Top Italian varietal wines from Pizzini
In a year of tasting something between 6,000 and 8,000 Australian wines, it takes something rather special for a new winery to forge itself a place in my conscience.
Pizzini is a small vineyard and winery in Victoria’s King Valley. The Pizzini family arrived in Australia in 1955, having set out for the other side of the world from their home in Trento Alto Aldige in the Italian Alps. It was a tough life on their arrival in Australia, digging potatoes, entering the local tobacco growing game and sharefarming, despite early difficulties with the English language. Industriously, the family became the largest tobacco producing company in the southern hemisphere and by the late 1960s employed and supported seventeen share farmers as well as the four brother’s families.
Smartly, the family began to diversify, but shunned the option of growing blueberries and planted grapes instead. Brown Brothers of Milawa were continuing their ongoing search for new varieties and sites, and the Pizzinis planted chardonnay plus a typical collection of French red varieties, which they then sold to makers all over Australia. But in the mid 1980s, an inkling of their Italian heritage prompted them to plant nebbiolo and sangiovese. Naturally, given the scarcity of cuttings for these vines, it took time to create a critical mass, so while in 1985 Alfred planted 35 vines, by in 1986 he had enough buds to graft out four acres. By the late 1990s Alfred Pizzini had also begun to experiment with the white Italian varietals of verduzzo, picolit and arneis. Today the Pizzini Arneis, is racy, dry and mineral, with vibrant pear and apple-like flavour.

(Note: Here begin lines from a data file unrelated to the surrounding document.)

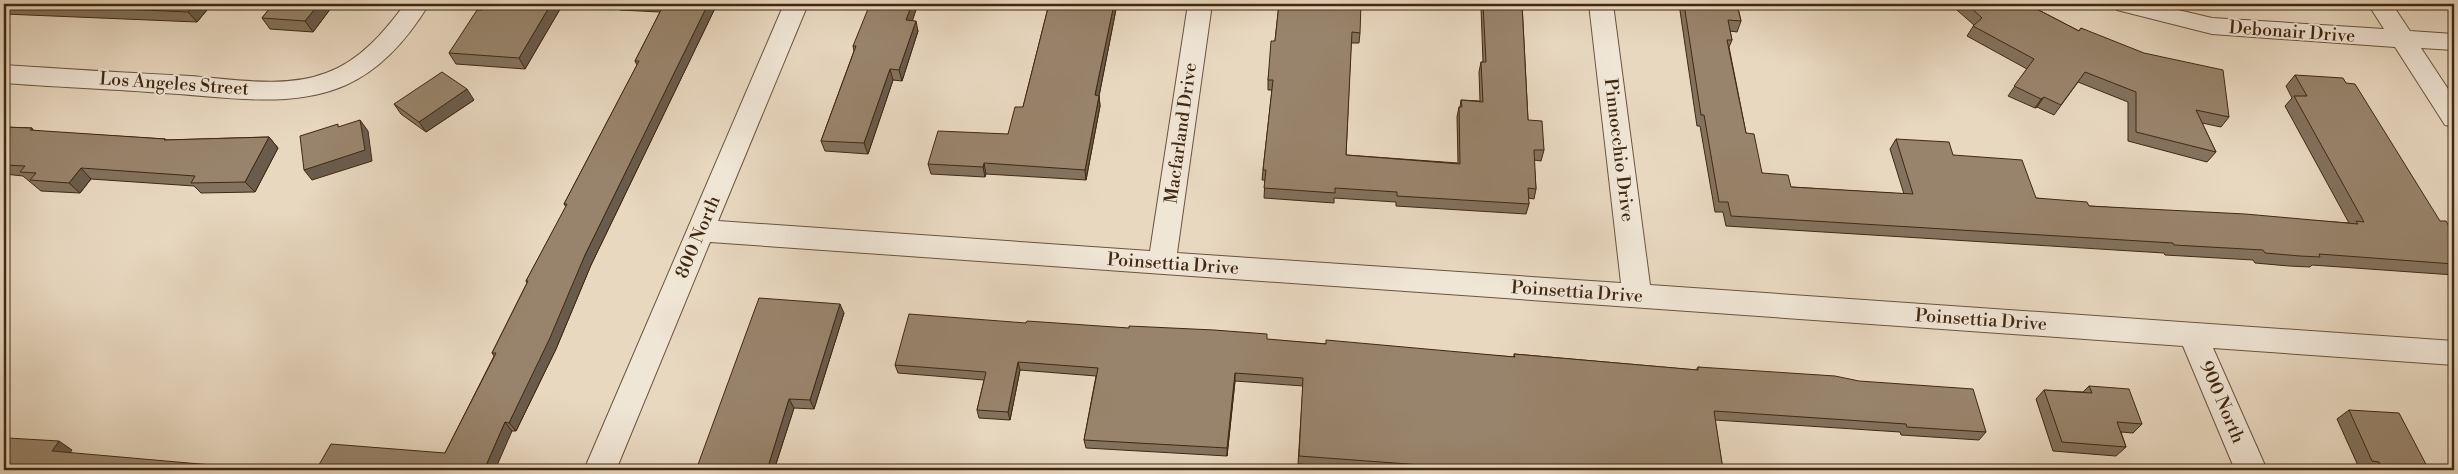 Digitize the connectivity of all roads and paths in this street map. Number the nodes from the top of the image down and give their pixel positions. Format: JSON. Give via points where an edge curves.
{"nodes":[{"id":1,"x":417,"y":4,"type":"edge"},
{"id":2,"x":796,"y":4,"type":"edge"},
{"id":3,"x":1200,"y":4,"type":"edge"},
{"id":4,"x":1601,"y":4,"type":"edge"},
{"id":5,"x":2125,"y":4,"type":"edge"},
{"id":6,"x":2380,"y":4,"type":"edge"},
{"id":7,"x":2403,"y":39,"type":"junction"},
{"id":8,"x":2454,"y":42,"type":"edge"},
{"id":9,"x":4,"y":74,"type":"edge"},
{"id":10,"x":2454,"y":118,"type":"edge"},
{"id":11,"x":700,"y":231,"type":"junction"},
{"id":12,"x":1162,"y":263,"type":"junction"},
{"id":13,"x":1637,"y":296,"type":"junction"},
{"id":14,"x":2193,"y":335,"type":"junction"},
{"id":15,"x":2454,"y":353,"type":"edge"},
{"id":16,"x":600,"y":470,"type":"edge"},
{"id":17,"x":2251,"y":470,"type":"edge"}],
"edges":[{"from":1,"to":9,"type":"street","name":"Los Angeles Street","via":[[390,41],[361,66],[343,76],[304,88],[285,90]]},
{"from":2,"to":11,"type":"street","name":"800 North"},
{"from":3,"to":12,"type":"street","name":"Macfarland Drive"},
{"from":4,"to":13,"type":"street","name":"Pinnocchio Drive"},
{"from":5,"to":7,"type":"street","name":"Debonair Drive","via":[[2212,26]]},
{"from":6,"to":7,"type":"street"},
{"from":7,"to":8,"type":"street","name":"Debonair Drive"},
{"from":7,"to":10,"type":"street"},
{"from":11,"to":12,"type":"street","name":"Poinsettia Drive"},
{"from":11,"to":16,"type":"street","name":"800 North"},
{"from":12,"to":13,"type":"street","name":"Poinsettia Drive"},
{"from":13,"to":14,"type":"street","name":"Poinsettia Drive"},
{"from":14,"to":15,"type":"street","name":"Poinsettia Drive"},
{"from":14,"to":17,"type":"street","name":"900 North"}]} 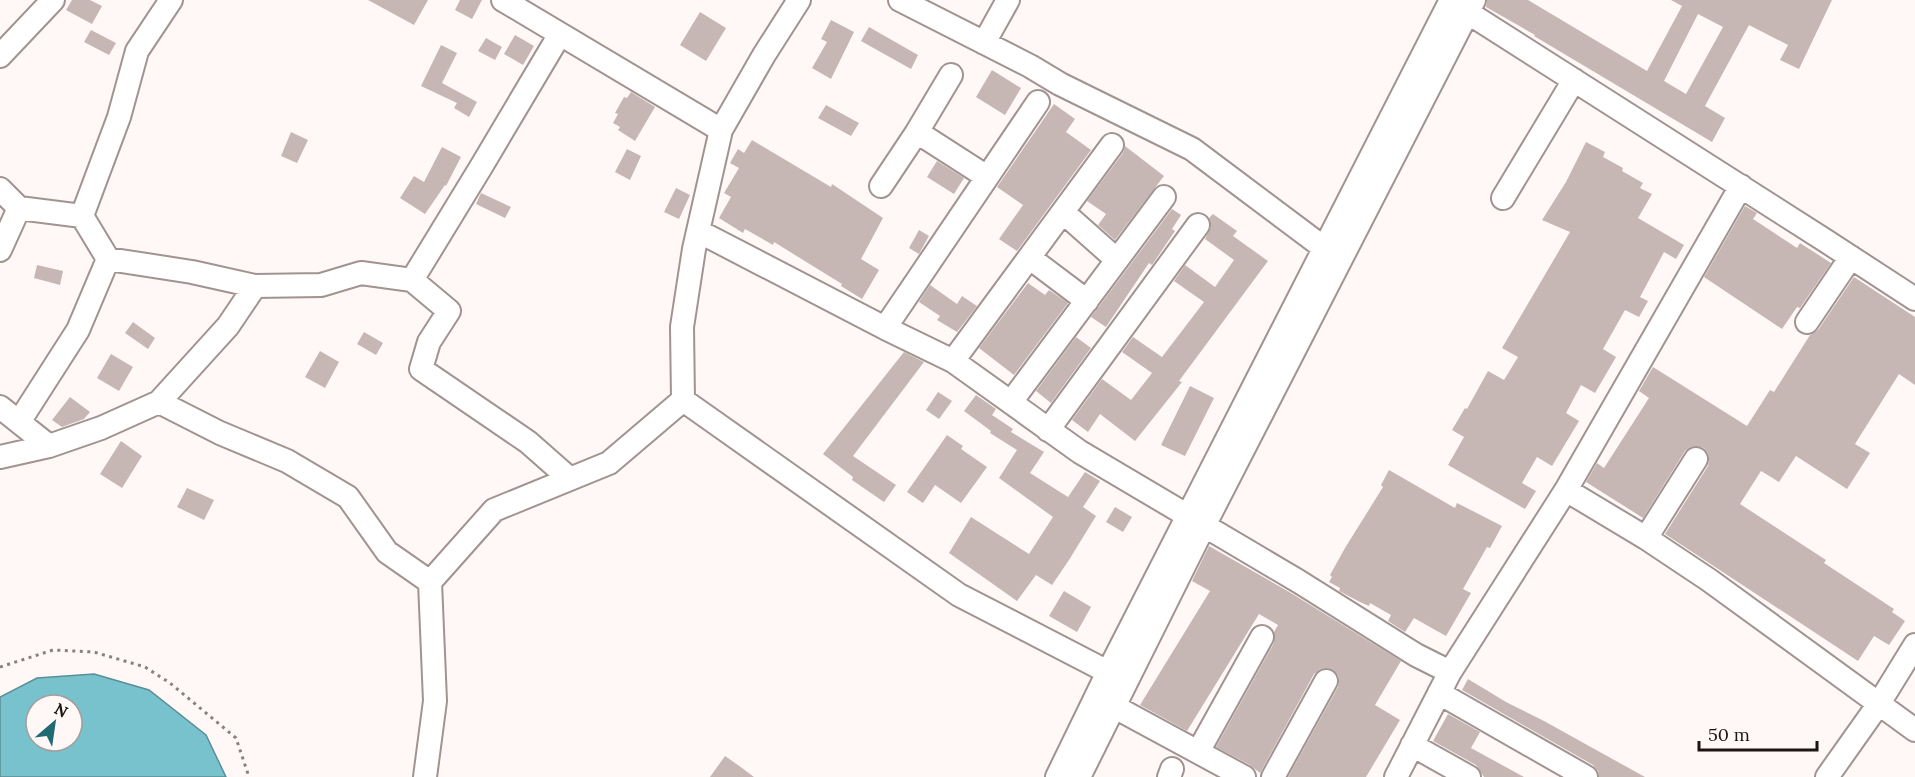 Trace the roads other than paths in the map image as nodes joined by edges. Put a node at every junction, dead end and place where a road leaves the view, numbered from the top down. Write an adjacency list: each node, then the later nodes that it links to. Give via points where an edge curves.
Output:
1 (53, 0): 10 (street)
2 (171, 0): 25 (street, via 137,51 119,117)
3 (503, 0): 8 (street)
4 (799, 0): 14 (street)
5 (900, 0): 9 (street)
6 (1008, 0): 9 (street)
7 (1461, 4): 12 (street); 28 (street); 52 (street)
8 (560, 34): 14 (street); 34 (street)
9 (984, 43): 28 (street, via 1192,149)
10 (0, 56)
11 (951, 75): 15 (street)
12 (1574, 80): 19 (street); 22 (street)
13 (1038, 102): 17 (street)
14 (721, 130): 27 (street)
15 (917, 132): 17 (street); 18 (street)
16 (1112, 146): 24 (street)
17 (987, 177): 39 (street)
18 (881, 186)
19 (1741, 186): 30 (street); 51 (street)
20 (0, 189): 23 (street)
21 (1164, 197): 33 (street)
22 (1503, 198)
23 (19, 208): 25 (street); 29 (street)
24 (1063, 212): 31 (street); 33 (street)
25 (82, 216): 32 (street)
26 (1198, 225): 46 (street)
27 (698, 231): 39 (street); 41 (street, via 682,327)
28 (1324, 248): 52 (street)
29 (0, 250)
30 (1851, 257): 36 (street); 38 (street)
31 (1030, 258): 37 (street); 40 (street)
32 (108, 259): 35 (street); 45 (street, via 78,330)
33 (1117, 260): 37 (street)
34 (412, 280): 35 (street, via 361,273 321,285); 50 (street, via 449,310 429,342 421,369 528,442)
35 (255, 286): 42 (street, via 228,326)
36 (1915, 299)
37 (1087, 301): 43 (street)
38 (1807, 322)
39 (885, 328): 40 (street)
40 (953, 361): 43 (street)
41 (683, 400): 50 (street, via 609,463); 57 (street, via 959,595)
42 (159, 402): 47 (street); 54 (street, via 287,461 348,497 387,552)
43 (1011, 402): 46 (street)
44 (0, 407): 45 (street)
45 (19, 423): 47 (street)
46 (1048, 430): 52 (street)
47 (49, 446): 48 (street)
48 (0, 457)
49 (1696, 459): 53 (street)
50 (570, 479): 54 (street, via 494,510)
51 (1566, 490): 53 (street); 58 (street)
52 (1196, 521): 57 (street); 58 (street); 62 (street)
53 (1646, 538): 61 (street)
54 (430, 582): 66 (street, via 435,701)
55 (1262, 637): 65 (street)
56 (1915, 645): 61 (street)
57 (1108, 672): 67 (street)
58 (1450, 672): 60 (street)
59 (1326, 681): 70 (street)
60 (1439, 693): 64 (street); 73 (street)
61 (1878, 705): 63 (street); 74 (street)
62 (1113, 706): 65 (street); 68 (street)
63 (1915, 730)
64 (1412, 745): 71 (street); 72 (street)
65 (1198, 752): 69 (street)
66 (425, 777)
67 (1057, 777)
68 (1079, 777)
69 (1244, 777)
70 (1274, 777)
71 (1396, 777)
72 (1469, 777)
73 (1586, 777)
74 (1827, 777) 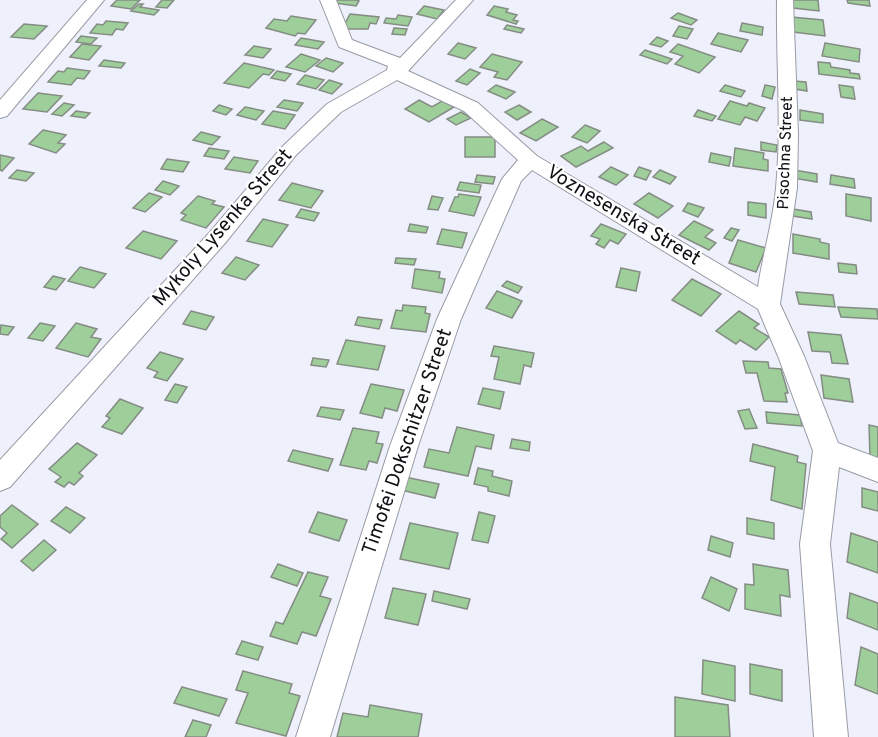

Alfred Pizzini wants to be the leading producer of Italian varietal wines in Australia. He’s enlisted the travelling Italian winemaker and viticulturist Alberto Antonini, to help refine the Italian varietal wines, guiding Alfred and his son Joel, winemaking graduate from Charles Sturt University in Wagga Wagga. Joel has has already worked at an impressive list of international wineries, and is today making the Pizzini’s best wine yet. As a winemaker, he seeks to marry layers of texture and flavour with elegance and charm.
Most impressive is the Sangiovese, and the 2004 vintage is a wonderful effort that ranks with Castagna’s 2002 La Chiave as one of the best two wines yet from the classic Tuscan variety in Australia. Sangiovese has presented a serious challenge to Australian winemakers. Early efforts with this Tuscan red grape were hampered by poor clonal material, or else in some cases by grapevines that are rumoured not even to be sangiovese at all! It happens with all newly transplanted grape varieties, and it has certainly taken time for makers to adapt their cellar techniques to best accentuate the varietal qualities of sangiovese.
Of the steadily emerging class of genuinely varietal Australian sangiovese, which now includes wines under the Garry Crittenden ‘i’ label, the Coriole, the Domain Day and Castagna’s La Chiave, the 2004 Pizzini is one of the finest. It’s bony and savoury, with a deep, chocolatey aroma of dark plums and cherries that overlies suggestions of spice and sweet vanilla oak. Sumptuous and meaty, it packs a long and astringent palate of dark, sour-edged fruit backed by spicy nuances of cloves and cinnamon. There’s great shape and structure, plus the near certainty that it should develop beautifully in the bottle for the next five to seven years.
Like many others, Joel Pizzini is seduced by what he describes as ‘the intriguing power, complexity and elegant finesse’ of that regal variety from the Piemonte, nebbiolo. The grape responsible for Barolo, it shares some of the apparently contradictory charm of pinot noir. While able to present heady and ethereal aromatic qualities and a colour that is only moderately full at deepest, it reveals remarkable strength and astringency.
Given that the current Pizzini release is the 2000 vintage, it’s a fair best to assume that Joel has refined the wine in better seasons like 2002 and 2004. That said, the 2000 wine is a credible effort indeed: a rustic and varietally correct expression of the grape. Rich and savoury, it’s firm and astringent, marrying lightly herbal, meaty and leathery complexity with a deep core of slightly jammy plum and cherry flavour. There’s some smokiness about the palate, plus a hint of camphor and mature cheddar cheese. It’s long and drying, with some herbal undertones, but is ready to enjoy with an appropriately flavoursome and sumptuous dish.
To conclude, I still can’t help the feeling that too many wines from new varieties to Australia get much of their publicity simply through their point of difference. The Pizzini wines have captured my attention for their quality as much as anything else.